Tempo Rubato has introduced Historic Harpsichords – Ruckers 1628 – a sampled recreation of one of the greatest and most valuable harpsichords of all time.
According to the company, Historic Harpsichords – Ruckers 1628 has been tested and tuned with ‘hardened harpsichord instrumentalists’ and features full recreation of all stops and combinations. Creative users can play both manuals individually using separate MIDI channels with faithful recreation of manual coupling using key velocity for controlling onset delays.
It includes historic tuning systems such as Werckmeister, Vallotti, Krinberger, Meantone, and more. Main a4 pitch is tuneable by +/- one semitone specifically for historically-correct performances. That said, performances need not necessarily be restricted to faithful recreations of those notable early musical stylings, but are applicable to current genres, too.
Here’s a video demo:
Historic Harpsichords – Ruckers 1628 supports iOS music standards, including AudioBus, Core MIDI, Virtual MIDI, and InterApp-Audio. It can be played using Apple’s InterApp-Audio or from other iOS apps via virtual Core MIDI.
When using it as a sound module for MIDI controller keyboards it is fully playable using Core MIDI-compliant interfaces or Apple’s Camera Connection Kit and class-compliant USB MIDI devices.
Historic Harpsichords – Ruckers 1628 is a Universal app for iOS supporting iPad Air, iPad Air 2, iPad mini 2, iPad mini 3, iPhone 5S, iPhone 6, iPhone 6 plus or later. It’s available for US $9.99 in the App Store.
If you’ve used Historic Harpsichords, leave a comment and let us know what you think of it!

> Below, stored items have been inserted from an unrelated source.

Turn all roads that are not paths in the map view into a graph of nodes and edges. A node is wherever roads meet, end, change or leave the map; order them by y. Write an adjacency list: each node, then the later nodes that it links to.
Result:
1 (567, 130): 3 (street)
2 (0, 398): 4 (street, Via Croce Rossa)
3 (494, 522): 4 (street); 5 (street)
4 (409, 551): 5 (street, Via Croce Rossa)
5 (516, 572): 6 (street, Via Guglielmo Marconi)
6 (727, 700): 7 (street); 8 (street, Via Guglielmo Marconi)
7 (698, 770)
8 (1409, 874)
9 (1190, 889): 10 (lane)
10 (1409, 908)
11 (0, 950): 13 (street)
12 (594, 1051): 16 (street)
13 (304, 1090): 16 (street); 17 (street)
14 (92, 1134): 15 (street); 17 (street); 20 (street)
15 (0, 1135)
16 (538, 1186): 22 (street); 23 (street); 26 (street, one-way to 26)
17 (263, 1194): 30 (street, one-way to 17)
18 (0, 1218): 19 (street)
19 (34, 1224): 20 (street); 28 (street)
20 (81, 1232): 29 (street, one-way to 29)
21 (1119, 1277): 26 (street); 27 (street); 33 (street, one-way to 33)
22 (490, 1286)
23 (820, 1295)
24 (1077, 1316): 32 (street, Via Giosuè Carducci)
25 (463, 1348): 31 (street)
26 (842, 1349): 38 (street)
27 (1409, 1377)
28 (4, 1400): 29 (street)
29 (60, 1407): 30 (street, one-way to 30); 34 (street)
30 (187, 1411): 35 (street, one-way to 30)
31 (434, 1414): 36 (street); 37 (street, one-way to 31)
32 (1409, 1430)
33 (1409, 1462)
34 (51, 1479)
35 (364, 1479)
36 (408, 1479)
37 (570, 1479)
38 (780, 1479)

The $9.99 is a Intro sale that’ll last until December 2nd, 25 bucks after that (according to discchord.com).
I tried the beta, and this 800mb Harpsichord isn’t your typical static, lifeless workstation/rompler Harpsichord. I kinda just hated Harpsichords before trying out this one, outside of said boring rompler/workstations/keyboard Harpsichords, I’ve not had any experience with the instrument. This sample lib really breaths some life into the whole thing, in more then a few ways. One thing in particular that I personally really loved on this is this “lute stop” mode that kinda dampens the timbre of the sounds, making it more soft and pluck-y. Well like a lute I guess? Dunno how it mechanically worked on the Ruckers, but I’m sure Wikipedia or something covers that. 🙂
No off-key samples? Strange.
East West has a decent one too, but this is cool!
If you’re a godlike energy being who wants to toy with the crew of a starship, then you simply must have a good multisampled Harpsichord in your arsenal. Tally Ho!